Today's prices assume peak margins and high valuations are permanent.
Unfortunately, I think that today's stock market is a polar opposite of 1979. It is markedly overvalued by the normalized P/E or Q ratio, as well as by Buffett's favorite metric, the ratio of total market capitalization to GDP. That ratio was recently about 1.3 against a long-term average near 0.62 and a long-term median of roughly 0.56. There are probably many contributing reasons for this unhappy state of affairs (unhappy because it means that prospective returns are low), but one might be analogous to the situation described for managed-care companies.

Jeremy Grantham calls corporate profit margins the most reliably mean-reverting series in finance, and Buffett wrote that the margin (total aftertax corporate profits as a percentage of GDP) generally remains between 4% and 6.5%. He remarked that it's rare for the rate to go above 6.5%. However, that margin reached 7.92% last year, according to a report by Arnold Van Den Berg. That value was exceeded only once during the last 80 years--in 1929. Given that profit margins are mean-reverting, investors ought to assign low P/E ratios to high-profit margins and vice versa. In this way, investors could properly account for normalized long-term results. Yet, according to data presented by Grantham, they tend to do just the opposite.

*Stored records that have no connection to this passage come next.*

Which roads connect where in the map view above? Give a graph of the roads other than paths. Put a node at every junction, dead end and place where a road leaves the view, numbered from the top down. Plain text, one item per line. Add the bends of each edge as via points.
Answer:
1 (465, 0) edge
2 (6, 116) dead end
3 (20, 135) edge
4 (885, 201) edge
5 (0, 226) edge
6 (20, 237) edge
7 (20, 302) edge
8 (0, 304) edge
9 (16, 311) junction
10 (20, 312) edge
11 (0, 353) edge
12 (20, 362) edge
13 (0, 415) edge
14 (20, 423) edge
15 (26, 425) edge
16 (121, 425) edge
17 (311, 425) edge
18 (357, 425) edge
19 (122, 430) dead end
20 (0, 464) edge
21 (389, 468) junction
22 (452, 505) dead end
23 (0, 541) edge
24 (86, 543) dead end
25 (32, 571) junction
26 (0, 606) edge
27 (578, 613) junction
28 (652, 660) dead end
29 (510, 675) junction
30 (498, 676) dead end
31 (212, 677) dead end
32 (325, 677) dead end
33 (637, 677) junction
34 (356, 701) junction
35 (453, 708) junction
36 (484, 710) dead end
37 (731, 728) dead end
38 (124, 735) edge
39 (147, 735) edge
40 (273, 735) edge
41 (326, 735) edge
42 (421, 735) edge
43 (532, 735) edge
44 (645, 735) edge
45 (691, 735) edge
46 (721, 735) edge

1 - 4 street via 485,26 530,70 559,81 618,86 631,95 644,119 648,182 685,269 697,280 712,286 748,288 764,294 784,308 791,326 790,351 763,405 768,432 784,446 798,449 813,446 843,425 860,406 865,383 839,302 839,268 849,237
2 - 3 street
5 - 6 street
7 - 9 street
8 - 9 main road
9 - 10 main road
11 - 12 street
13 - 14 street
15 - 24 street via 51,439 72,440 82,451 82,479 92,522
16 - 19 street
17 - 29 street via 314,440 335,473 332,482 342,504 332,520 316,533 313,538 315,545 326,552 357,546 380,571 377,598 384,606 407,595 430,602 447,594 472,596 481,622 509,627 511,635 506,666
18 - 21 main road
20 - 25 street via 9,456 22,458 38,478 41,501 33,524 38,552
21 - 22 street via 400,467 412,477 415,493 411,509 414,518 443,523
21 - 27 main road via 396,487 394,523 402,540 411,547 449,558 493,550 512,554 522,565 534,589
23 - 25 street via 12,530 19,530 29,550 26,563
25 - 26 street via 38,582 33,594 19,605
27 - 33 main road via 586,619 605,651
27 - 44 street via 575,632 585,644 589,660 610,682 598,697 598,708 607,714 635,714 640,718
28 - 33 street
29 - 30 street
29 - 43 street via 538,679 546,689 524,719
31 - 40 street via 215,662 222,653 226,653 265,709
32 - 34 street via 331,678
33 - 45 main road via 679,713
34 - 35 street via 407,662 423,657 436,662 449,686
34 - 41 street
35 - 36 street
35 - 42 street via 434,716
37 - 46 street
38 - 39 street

Investors in 1979 shared the outlook of their peers from 1932, a terrible year in the stock market, but today's investors have more in common with those of 1929, in my opinion. Too much importance has been assigned to unsustainable current conditions, and too little attention has been given to normalized estimates of profit margins, interest rates, and earnings growth. Just as independent-minded investors with a long-term focus profited by recognizing that bad conditions were likely to improve in 1979, like-minded investors today should heed the warning flags the market is waving: The normalized P/E, Q ratio, and market-capitalization/GDP ratio are unsustainably high.